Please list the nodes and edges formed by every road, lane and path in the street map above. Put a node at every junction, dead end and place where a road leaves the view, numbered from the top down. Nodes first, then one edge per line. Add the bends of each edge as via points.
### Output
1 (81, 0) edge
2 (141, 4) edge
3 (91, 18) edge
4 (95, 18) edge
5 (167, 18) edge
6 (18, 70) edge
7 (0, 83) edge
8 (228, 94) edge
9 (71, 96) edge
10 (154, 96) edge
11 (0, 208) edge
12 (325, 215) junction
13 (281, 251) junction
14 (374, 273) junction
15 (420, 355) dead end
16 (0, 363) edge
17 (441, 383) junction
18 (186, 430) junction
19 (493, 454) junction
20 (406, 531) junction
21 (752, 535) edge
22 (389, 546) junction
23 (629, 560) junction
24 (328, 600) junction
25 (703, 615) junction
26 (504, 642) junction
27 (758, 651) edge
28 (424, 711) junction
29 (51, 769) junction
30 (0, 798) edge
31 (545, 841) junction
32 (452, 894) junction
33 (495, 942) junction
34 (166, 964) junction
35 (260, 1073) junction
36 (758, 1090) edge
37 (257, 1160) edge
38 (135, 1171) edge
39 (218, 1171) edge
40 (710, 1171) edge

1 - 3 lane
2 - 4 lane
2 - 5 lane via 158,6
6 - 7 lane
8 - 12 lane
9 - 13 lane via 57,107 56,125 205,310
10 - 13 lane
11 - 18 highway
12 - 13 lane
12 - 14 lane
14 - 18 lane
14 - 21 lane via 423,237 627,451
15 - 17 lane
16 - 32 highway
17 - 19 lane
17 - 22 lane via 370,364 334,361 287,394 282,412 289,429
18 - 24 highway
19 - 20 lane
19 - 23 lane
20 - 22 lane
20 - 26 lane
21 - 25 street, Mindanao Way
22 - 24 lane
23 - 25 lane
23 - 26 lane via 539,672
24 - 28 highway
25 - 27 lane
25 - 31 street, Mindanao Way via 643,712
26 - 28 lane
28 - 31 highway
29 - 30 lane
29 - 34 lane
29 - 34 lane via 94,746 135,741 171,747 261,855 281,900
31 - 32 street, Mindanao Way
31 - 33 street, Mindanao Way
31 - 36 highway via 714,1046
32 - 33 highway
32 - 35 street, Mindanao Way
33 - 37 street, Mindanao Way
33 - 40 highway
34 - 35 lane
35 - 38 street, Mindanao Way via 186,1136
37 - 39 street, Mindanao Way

· · · ·

→ **THE TASK**: Which lines of the records above contain the word "highway"? Show each of them.

→ **TASK ANSWER**:
11 - 18 highway
16 - 32 highway
18 - 24 highway
24 - 28 highway
28 - 31 highway
31 - 36 highway via 714,1046
32 - 33 highway
33 - 40 highway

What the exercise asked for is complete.